What is needed:
Which lines below hold the word "middle"? Report each one.

%%

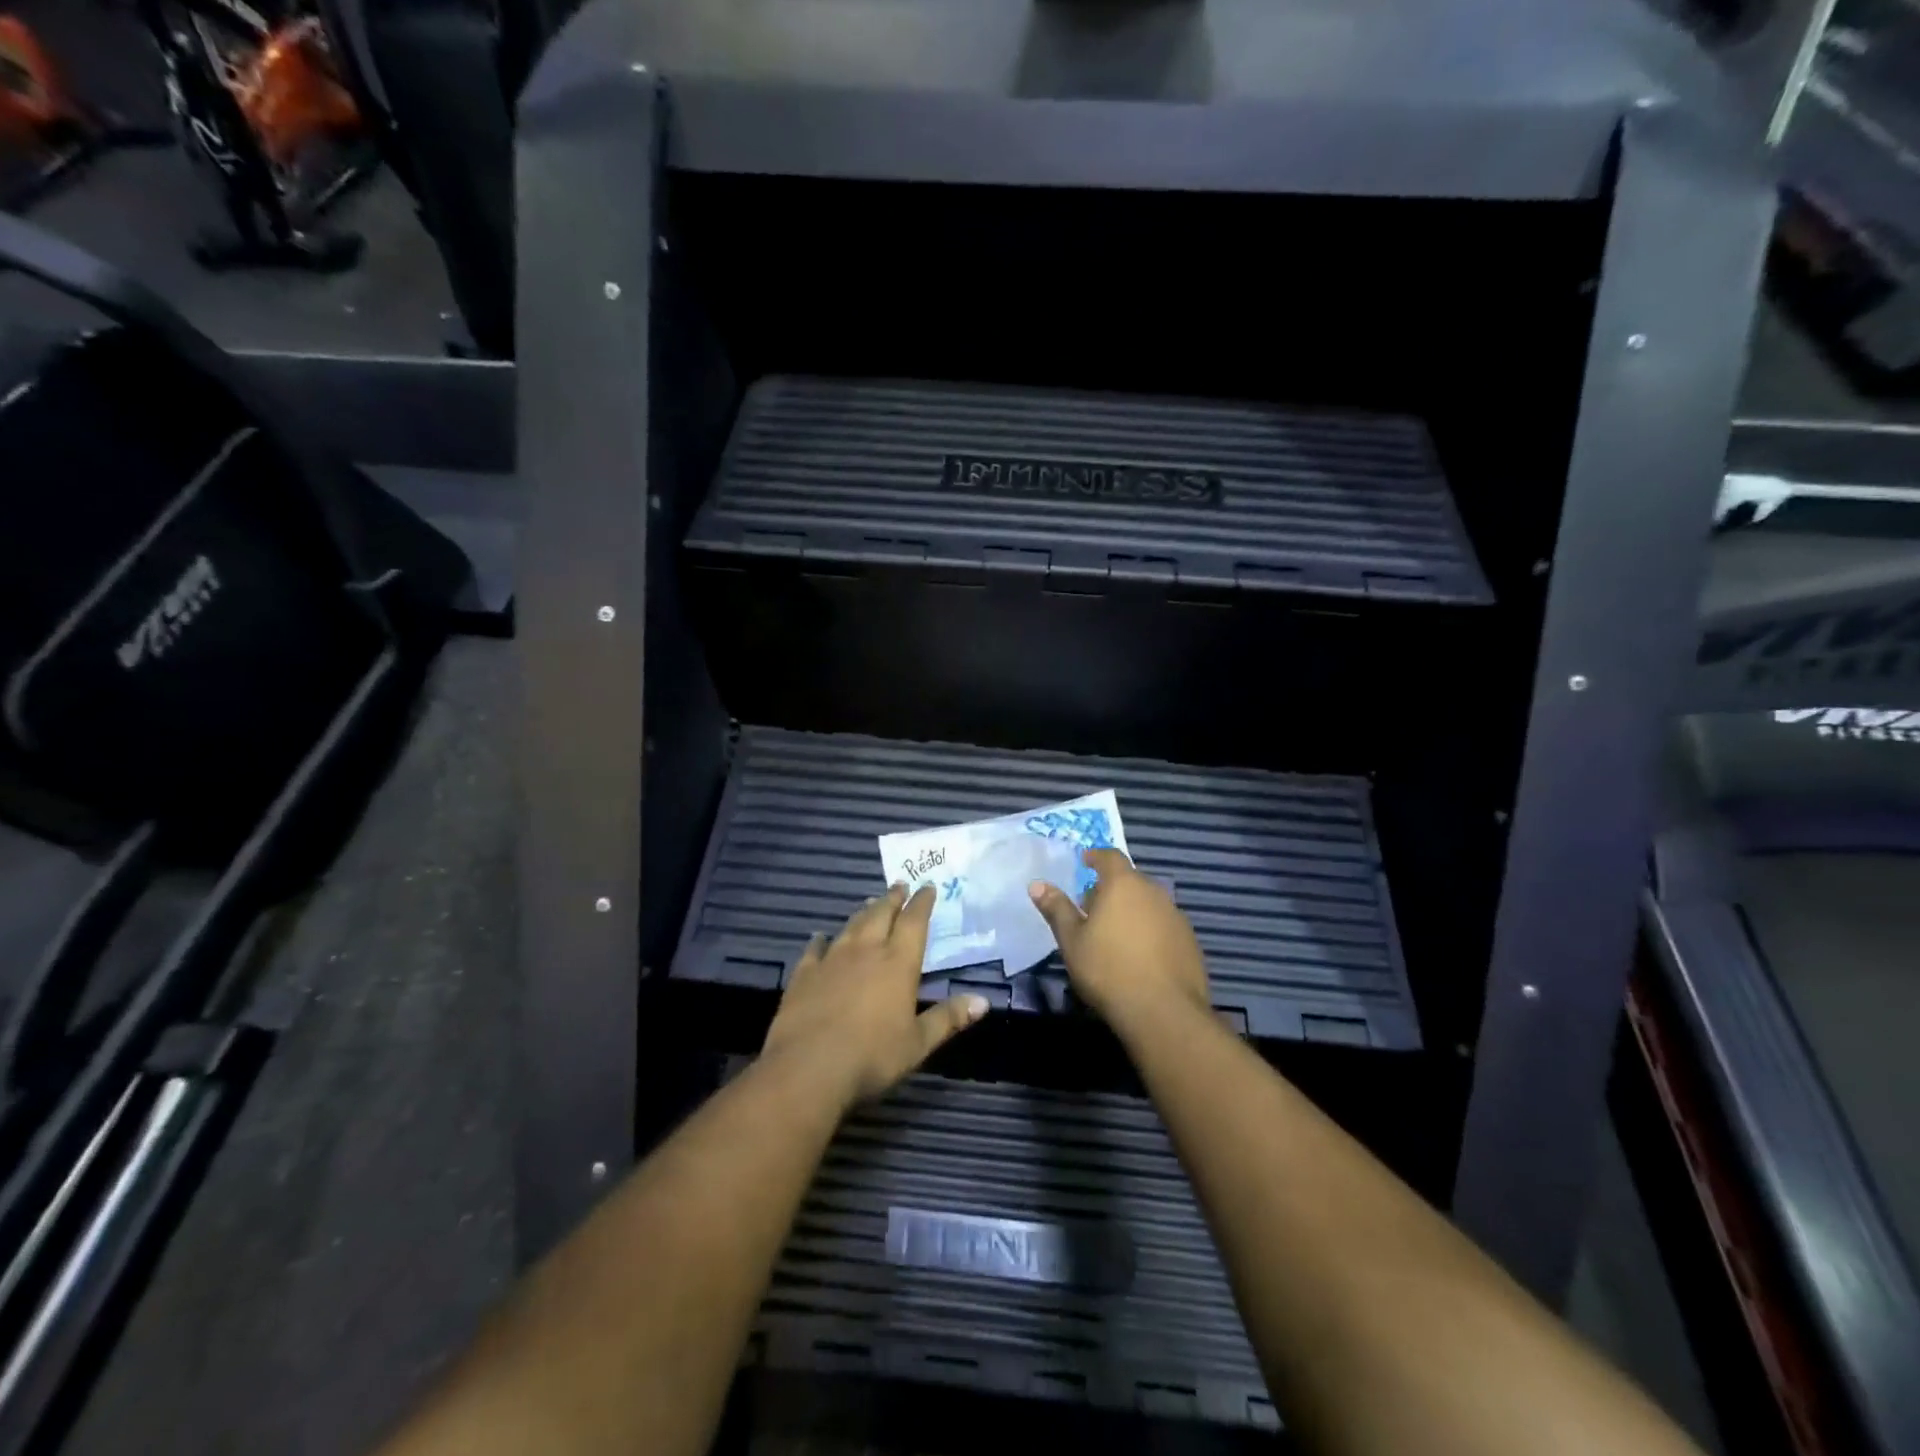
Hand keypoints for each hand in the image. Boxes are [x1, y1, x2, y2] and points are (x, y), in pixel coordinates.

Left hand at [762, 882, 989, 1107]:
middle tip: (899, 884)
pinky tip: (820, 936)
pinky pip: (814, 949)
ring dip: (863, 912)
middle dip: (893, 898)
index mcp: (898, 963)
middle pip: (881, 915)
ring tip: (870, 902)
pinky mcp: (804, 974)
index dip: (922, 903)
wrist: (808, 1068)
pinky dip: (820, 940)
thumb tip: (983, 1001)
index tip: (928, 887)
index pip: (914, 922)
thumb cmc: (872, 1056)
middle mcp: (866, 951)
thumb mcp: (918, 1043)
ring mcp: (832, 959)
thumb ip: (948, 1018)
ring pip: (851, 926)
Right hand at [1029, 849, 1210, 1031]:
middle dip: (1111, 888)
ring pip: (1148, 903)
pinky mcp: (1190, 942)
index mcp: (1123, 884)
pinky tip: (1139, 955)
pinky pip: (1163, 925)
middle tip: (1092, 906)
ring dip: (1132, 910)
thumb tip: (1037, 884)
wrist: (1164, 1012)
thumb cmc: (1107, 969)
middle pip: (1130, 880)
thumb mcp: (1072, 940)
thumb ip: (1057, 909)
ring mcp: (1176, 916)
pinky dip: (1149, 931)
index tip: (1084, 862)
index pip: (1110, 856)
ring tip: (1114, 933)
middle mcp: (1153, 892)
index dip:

%%

Solution for this task:
middle tip: (899, 884)
middle dip: (893, 898)
middle pip: (881, 915)
middle mcp: (866, 951)
middle dip: (1111, 888)
middle tip: (1092, 906)
middle pip: (1130, 880)
middle mcp: (1153, 892)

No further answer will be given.